At the time Christie and a number of Catalyst's co-founders worked for QED, a company that distributed Progress, a database management system and development language used by Inland Revenue and other big organisations. Those were the last days of centralised mainframe computers, with systems migrating to smaller machines organised in a "client-server" arrangement.
Encouraged by the arrival in the capital of fast internet access via a fibre-optic network initially built by Wellington City Council, and subsequently taken over by CityLink, Christie and cohorts were eager to take the system migration trend further. They succeeded in bringing some customers with them.
"One of the things that at the time was exciting and interested us was delivering business systems over the internet. We happened to start up at the same time CityLink was rolled out around Wellington and we essentially beggared ourselves to pay them the small amount of money to get a fibre hook-up to the building we were in.
"So we were very much looking at developing internet applications for businesses and proving that was the way they should go. At the time, businesses weren't that keen to spend a lot of money on something that they saw as risky and unproven."
The perception today might be that internet applications come cheap but, for pioneers like Catalyst, it was a case of building systems from the ground up. If a customer was prepared to gamble $30,000 or so to see what could be delivered, hardware and software licences took care of most of the money even before serious programming had begun.
"Those sorts of economics got us looking very quickly at open-source software," Christie says.
In the decade since, open-source software has become Catalyst's mainstay, helping it to stick to its founding principles.
"The more we used free and open-source software, the more we realised there were some fundamental philosophies underlying it that were similar to the philosophies we had in mind when we started the company," Christie says.
Those ideas haven't frightened away clients, which include Telecom and newspaper publisher Fairfax. With its roots in Wellington, the company concentrated its business development efforts in the city.
That inevitably means a significant number of public sector customers, including running the Government's election management and results systems, and the electoral roll system.
Since 2003, however, the education sector has been increasingly significant, to the extent that Catalyst is now recognised internationally as an open-source education software leader.
The software products with which it has made its mark are Moodle, a learning management system, and Mahara, a New Zealand-developed student portfolio management system.
Working with an Open Polytechnic-led consortium funded by the Tertiary Education Commission, Catalyst helped turn Moodle into an enterprise-scale system that could cope with tens of thousands of students.
Among the 70,000 or so institutions worldwide using Moodle are most New Zealand polytechnics and a handful of our universities.
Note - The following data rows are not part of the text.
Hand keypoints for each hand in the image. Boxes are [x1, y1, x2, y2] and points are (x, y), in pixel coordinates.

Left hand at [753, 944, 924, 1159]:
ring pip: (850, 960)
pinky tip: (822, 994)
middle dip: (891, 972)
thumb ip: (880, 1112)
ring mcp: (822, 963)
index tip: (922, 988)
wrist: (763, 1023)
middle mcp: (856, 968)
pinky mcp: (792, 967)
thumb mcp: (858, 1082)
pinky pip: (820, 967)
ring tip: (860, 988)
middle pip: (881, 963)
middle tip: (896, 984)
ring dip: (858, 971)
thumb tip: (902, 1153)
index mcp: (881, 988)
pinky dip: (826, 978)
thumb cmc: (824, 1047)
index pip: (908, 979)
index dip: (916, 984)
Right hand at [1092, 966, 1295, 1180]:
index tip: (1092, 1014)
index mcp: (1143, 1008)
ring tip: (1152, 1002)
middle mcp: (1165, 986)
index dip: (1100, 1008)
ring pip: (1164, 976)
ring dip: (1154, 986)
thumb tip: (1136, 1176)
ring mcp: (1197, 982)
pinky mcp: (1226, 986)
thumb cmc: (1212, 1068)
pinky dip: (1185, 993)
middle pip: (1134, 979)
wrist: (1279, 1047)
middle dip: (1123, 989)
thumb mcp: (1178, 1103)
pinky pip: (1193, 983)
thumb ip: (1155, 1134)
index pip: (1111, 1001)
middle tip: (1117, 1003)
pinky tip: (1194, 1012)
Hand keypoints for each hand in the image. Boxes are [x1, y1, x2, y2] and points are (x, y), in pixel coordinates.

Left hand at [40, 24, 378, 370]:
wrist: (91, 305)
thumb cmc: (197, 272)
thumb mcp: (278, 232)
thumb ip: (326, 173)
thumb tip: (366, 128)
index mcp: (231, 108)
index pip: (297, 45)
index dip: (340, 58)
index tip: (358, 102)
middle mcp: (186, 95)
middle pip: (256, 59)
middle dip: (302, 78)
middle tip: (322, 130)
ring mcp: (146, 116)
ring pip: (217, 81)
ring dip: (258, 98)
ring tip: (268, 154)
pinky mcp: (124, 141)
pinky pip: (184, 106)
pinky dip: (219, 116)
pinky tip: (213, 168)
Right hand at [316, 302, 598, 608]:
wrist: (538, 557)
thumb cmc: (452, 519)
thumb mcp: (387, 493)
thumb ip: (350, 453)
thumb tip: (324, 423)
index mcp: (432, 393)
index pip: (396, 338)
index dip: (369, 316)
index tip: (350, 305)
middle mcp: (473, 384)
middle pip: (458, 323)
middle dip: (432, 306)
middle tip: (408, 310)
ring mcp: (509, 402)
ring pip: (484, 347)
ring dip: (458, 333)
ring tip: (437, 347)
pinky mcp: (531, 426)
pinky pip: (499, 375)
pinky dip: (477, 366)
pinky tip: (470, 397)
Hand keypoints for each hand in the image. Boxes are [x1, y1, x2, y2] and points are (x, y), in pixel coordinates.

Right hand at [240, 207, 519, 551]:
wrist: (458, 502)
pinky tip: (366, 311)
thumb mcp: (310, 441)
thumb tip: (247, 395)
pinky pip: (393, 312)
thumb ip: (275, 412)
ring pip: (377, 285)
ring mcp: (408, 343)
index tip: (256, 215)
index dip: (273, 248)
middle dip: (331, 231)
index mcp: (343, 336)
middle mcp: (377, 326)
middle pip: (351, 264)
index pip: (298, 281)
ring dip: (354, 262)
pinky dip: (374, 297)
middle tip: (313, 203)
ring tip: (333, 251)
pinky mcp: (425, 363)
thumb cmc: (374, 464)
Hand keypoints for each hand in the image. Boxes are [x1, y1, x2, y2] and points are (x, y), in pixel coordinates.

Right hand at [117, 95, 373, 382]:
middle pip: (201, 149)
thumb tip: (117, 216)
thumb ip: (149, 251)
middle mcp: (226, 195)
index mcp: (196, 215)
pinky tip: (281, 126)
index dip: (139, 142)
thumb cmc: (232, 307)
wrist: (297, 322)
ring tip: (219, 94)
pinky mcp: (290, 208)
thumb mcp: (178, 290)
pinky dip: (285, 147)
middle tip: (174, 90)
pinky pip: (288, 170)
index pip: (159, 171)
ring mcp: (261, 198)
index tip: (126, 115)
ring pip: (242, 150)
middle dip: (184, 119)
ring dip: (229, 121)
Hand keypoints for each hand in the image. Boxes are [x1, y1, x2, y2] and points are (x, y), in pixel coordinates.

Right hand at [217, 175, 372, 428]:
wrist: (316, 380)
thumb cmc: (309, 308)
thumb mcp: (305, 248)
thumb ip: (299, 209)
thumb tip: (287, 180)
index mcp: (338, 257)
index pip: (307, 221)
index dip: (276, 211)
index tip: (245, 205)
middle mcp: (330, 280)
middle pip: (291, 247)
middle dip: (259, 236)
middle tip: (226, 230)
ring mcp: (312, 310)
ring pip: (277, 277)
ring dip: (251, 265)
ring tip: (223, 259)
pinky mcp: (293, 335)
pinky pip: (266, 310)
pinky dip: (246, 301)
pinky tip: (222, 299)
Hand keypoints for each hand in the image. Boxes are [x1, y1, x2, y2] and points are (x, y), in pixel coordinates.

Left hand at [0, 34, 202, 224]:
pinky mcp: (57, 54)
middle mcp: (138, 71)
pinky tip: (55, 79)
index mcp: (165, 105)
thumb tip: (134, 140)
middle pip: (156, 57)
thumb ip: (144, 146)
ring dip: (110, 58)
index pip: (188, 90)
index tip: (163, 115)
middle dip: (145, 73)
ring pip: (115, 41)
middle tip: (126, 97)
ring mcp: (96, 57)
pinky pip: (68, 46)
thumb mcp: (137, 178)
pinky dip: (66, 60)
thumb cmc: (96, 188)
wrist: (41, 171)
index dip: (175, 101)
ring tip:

Moodle and Catalyst are now attracting the attention of Cambridge and Glasgow universities, among others.
"For a relatively small investment, not only did New Zealand get a learning management system that every institution can use but it actually encouraged Moodle, as a project, to get to the next step of its evolution. That in turn got much bigger organisations and countries involved."
If Moodle was commercial software, a back-of-the-envelope calculation puts the value it has delivered to users around the world at billions of dollars, Christie says.
He's not content just to base his business on open-source software, also acting as an advocate for the alternative to proprietary software. Christie is president of the New Zealand Open Source Society, a role which his Catalyst partners are happy for him to fulfil.
And why wouldn't they? As Christie says, wherever a user community of anything - free or not - forms, a community of commercial support organisations, such as Catalyst, won't be far behind.